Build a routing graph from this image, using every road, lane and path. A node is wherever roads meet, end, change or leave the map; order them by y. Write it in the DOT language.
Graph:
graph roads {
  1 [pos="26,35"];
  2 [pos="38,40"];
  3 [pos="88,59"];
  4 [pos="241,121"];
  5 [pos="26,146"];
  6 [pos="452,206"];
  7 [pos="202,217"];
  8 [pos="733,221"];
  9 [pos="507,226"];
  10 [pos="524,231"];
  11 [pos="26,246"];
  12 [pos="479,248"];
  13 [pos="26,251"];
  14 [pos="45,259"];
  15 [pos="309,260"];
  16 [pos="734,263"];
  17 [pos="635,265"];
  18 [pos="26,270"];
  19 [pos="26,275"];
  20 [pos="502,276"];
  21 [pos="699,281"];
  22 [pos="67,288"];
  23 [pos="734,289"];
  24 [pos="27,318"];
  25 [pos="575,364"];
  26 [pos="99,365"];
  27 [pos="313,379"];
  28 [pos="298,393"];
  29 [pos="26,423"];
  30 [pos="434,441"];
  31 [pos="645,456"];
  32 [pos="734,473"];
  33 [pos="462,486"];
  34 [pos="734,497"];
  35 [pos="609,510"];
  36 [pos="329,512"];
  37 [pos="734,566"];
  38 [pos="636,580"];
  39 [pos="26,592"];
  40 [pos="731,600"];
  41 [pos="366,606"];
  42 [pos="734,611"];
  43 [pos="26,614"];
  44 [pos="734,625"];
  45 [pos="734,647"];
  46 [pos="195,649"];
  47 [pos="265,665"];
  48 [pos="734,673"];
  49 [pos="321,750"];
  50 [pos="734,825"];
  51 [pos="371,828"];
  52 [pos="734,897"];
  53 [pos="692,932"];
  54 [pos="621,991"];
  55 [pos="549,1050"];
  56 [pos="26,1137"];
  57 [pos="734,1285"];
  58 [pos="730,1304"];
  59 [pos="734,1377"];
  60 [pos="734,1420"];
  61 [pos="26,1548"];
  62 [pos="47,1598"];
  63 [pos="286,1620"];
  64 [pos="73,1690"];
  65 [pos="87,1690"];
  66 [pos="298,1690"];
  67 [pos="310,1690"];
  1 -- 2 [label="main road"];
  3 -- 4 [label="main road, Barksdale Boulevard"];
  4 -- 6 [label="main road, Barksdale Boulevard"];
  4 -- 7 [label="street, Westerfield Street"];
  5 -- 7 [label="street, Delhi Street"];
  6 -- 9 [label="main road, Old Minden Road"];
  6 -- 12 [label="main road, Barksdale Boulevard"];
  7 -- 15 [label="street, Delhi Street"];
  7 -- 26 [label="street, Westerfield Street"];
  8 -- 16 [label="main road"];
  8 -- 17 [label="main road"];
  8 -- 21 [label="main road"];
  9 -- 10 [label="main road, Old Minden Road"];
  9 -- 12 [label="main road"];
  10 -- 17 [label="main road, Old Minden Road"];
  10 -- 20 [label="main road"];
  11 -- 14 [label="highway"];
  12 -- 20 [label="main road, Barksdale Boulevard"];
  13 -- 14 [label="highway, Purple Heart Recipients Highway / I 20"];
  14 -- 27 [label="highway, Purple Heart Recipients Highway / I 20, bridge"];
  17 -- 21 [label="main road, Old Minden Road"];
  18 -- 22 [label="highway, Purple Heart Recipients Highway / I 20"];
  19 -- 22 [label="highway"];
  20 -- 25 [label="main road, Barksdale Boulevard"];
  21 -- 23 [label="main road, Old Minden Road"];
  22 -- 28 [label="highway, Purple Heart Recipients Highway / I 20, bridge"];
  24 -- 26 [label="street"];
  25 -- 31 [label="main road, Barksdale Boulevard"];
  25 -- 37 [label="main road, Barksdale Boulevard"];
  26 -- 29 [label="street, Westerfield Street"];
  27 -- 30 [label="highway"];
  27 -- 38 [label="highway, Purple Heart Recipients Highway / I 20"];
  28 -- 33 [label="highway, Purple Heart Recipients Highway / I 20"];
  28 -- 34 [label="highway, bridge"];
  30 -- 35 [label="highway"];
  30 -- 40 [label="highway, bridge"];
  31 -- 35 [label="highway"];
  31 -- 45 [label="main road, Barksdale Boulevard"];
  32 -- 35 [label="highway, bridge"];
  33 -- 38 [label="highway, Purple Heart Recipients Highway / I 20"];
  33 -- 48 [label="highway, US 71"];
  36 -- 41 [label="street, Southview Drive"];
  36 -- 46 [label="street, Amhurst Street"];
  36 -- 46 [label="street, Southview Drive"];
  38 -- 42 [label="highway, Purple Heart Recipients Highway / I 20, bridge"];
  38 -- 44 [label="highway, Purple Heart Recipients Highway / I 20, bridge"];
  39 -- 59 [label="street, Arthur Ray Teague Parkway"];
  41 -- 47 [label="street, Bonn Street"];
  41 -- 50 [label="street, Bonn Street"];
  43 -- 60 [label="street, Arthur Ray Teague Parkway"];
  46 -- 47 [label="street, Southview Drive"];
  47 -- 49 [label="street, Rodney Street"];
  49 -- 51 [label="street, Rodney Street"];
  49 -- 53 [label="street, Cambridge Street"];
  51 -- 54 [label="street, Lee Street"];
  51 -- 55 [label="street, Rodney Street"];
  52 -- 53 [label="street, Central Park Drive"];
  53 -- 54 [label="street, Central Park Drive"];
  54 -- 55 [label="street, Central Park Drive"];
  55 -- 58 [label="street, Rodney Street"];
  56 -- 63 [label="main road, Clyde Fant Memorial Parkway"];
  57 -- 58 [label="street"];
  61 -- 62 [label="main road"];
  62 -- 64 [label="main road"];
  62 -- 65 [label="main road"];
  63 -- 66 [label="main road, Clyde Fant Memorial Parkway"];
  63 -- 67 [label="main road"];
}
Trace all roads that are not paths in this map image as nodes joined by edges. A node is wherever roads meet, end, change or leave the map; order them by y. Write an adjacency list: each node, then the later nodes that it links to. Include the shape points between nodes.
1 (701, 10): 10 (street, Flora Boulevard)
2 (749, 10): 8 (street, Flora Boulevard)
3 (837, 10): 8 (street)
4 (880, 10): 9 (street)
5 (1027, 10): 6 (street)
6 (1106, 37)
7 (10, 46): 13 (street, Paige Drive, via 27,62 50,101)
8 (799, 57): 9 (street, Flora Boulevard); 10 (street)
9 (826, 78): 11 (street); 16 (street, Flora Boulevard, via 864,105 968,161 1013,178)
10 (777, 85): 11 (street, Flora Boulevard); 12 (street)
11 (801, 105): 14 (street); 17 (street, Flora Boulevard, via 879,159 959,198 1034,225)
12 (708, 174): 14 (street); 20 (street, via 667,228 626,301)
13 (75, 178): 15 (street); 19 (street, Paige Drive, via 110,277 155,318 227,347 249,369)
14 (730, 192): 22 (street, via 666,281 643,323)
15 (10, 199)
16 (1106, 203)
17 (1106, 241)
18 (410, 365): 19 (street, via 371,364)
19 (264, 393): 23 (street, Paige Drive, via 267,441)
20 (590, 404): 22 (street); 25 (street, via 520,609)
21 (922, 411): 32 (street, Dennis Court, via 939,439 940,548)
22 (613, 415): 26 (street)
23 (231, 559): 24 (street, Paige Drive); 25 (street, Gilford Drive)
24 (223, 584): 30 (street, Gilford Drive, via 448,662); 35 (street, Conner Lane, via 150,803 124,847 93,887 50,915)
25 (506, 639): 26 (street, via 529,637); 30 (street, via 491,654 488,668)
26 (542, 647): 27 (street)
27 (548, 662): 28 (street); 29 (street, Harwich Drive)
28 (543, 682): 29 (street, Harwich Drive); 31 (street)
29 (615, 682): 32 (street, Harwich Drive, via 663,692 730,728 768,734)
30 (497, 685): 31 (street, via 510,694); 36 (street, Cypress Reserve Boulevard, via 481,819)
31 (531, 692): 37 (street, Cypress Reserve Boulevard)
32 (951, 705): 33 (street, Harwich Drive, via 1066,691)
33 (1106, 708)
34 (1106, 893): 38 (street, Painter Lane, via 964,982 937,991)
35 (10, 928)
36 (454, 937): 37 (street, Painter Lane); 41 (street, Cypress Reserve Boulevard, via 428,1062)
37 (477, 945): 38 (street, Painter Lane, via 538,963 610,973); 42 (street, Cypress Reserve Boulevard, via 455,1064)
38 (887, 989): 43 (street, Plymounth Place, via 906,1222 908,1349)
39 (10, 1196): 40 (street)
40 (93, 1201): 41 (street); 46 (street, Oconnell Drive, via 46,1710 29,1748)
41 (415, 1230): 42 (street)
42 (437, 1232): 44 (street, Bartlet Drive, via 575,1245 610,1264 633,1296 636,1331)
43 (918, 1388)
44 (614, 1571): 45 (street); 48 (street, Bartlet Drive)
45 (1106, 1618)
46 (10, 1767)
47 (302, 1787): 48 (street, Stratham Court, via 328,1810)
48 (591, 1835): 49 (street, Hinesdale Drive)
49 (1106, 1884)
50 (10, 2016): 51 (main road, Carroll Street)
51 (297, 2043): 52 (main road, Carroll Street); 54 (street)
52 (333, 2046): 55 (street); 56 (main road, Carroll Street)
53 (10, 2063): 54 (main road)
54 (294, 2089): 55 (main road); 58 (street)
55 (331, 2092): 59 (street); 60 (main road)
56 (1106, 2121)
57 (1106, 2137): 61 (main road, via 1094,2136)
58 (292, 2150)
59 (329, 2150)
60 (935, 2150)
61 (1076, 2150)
----------------------------------------
- Problem requirements
Copy all lines from the material above that hold the word "this".

- Result of the exercise
Build a routing graph from this image, using every road, lane and path. A node is wherever roads meet, end, change or leave the map; order them by y. Write it in the DOT language.
Trace all roads that are not paths in this map image as nodes joined by edges. A node is wherever roads meet, end, change or leave the map; order them by y. Write an adjacency list: each node, then the later nodes that it links to. Include the shape points between nodes.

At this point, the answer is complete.